Tuesday 12 November 2019, 1.00PM
Speaker(s): Dr Matt Johnson, University of Sheffield
The photosynthetic chloroplast thylakoid membrane of higher plants is a complex 3-dimensional structure that is divided into the stacked grana membranes and interconnecting unstacked stromal lamellae membranes. Recently using structured illumination microscopy (SIM), a super-resolution fluorescence technique, we have obtained remarkable new images showing that the thylakoid is morphologically dynamic on a timescale of just a few minutes. The images reveal how grana diameter and the number of membrane layers per grana are decreased, while the number of grana per chloroplast is increased, in low light compared to in darkness and high light. We show that dynamic thylakoid stacking is regulated by LHCII phosphorylation, a process normally connected with the regulation of the relative photosystem I and II antenna sizes by state transitions (1). However, unlike unlike state transitions dynamic thylakoid stacking does not require phospho-LHCII binding sites on photosystem I (1). The functional significance of the thylakoid stacking dynamics appears to be their ability to regulate the redox poise of the electron transfer chain to optimise the balance between linear and cyclic electron flow (2).

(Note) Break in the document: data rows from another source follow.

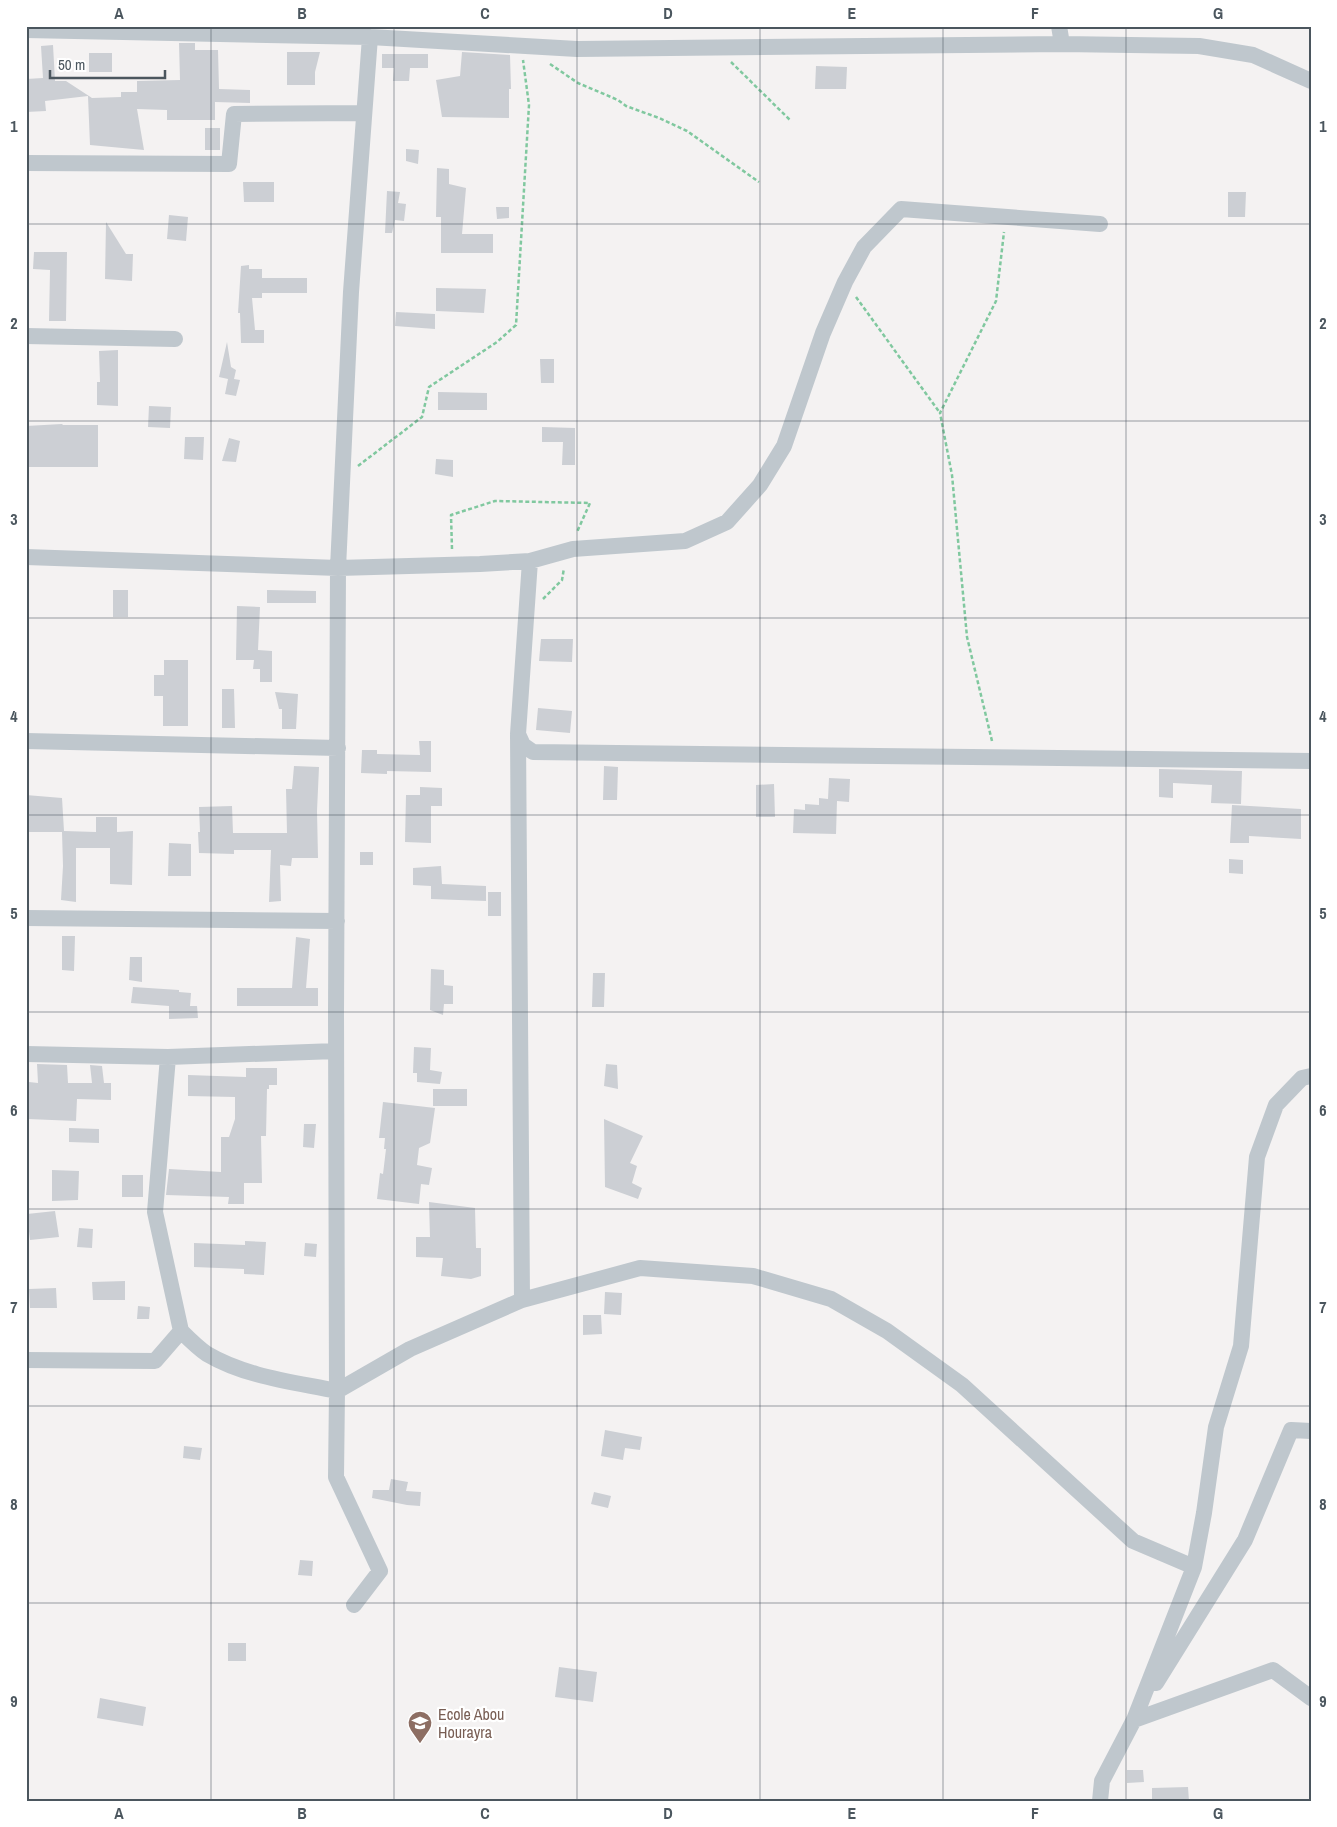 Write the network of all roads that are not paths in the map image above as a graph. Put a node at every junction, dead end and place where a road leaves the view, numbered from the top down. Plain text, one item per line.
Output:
1 (1059, 26) edge
2 (26, 30) edge
3 (282, 31) edge
4 (370, 37) junction
5 (1062, 44) junction
6 (1311, 82) edge
7 (364, 113) junction
8 (26, 163) edge
9 (1100, 224) dead end
10 (26, 336) edge
11 (175, 339) dead end
12 (26, 557) edge
13 (530, 561) junction
14 (338, 568) junction
15 (518, 734) junction
16 (26, 741) edge
17 (338, 748) junction
18 (1311, 761) edge
19 (26, 918) edge
20 (336, 921) junction
21 (336, 1051) junction
22 (26, 1054) edge
23 (168, 1057) junction
24 (1311, 1076) edge
25 (522, 1300) junction
26 (181, 1331) junction
27 (26, 1360) edge
28 (337, 1391) junction
29 (1311, 1431) edge
30 (1194, 1567) junction
31 (354, 1606) dead end
32 (1311, 1698) edge
33 (1134, 1720) junction
34 (1100, 1801) edge

1 - 5 street
2 - 3 street
3 - 4 street
4 - 5 street
4 - 7 street
5 - 6 street
7 - 8 street
7 - 14 street
9 - 13 street
10 - 11 street
12 - 14 street
13 - 14 street
13 - 15 street
14 - 17 street
15 - 18 street
15 - 25 street
16 - 17 street
17 - 20 street
19 - 20 street
20 - 21 street
21 - 23 street
21 - 28 street
22 - 23 street
23 - 26 street
24 - 30 street
25 - 28 street
25 - 30 street
26 - 27 street
26 - 28 street
28 - 31 street
29 - 33 street
30 - 33 street
32 - 33 street
33 - 34 street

1. Wood WHJ, Barnett S, Flannery S, Hunter CN, Johnson MP (2019) LHCII phosphorylation regulates dynamic thylakoid stacking independent of photosystem I. Plant Physiology. 180, 2152-2166.
2. Wood WHJ, MacGregor-Chatwin C, Barnett S, Mayneord G, Huang X, Hobbs J, Hunter CN, Johnson MP (2018) Dynamic thylakoid stacking regulates the balance between linear and cyclic photosynthetic electron transfer. Nature Plants. 4, 116–127.
More information on Dr Matt Johnson.
Location: Dianna Bowles Lecture Theatre (K018)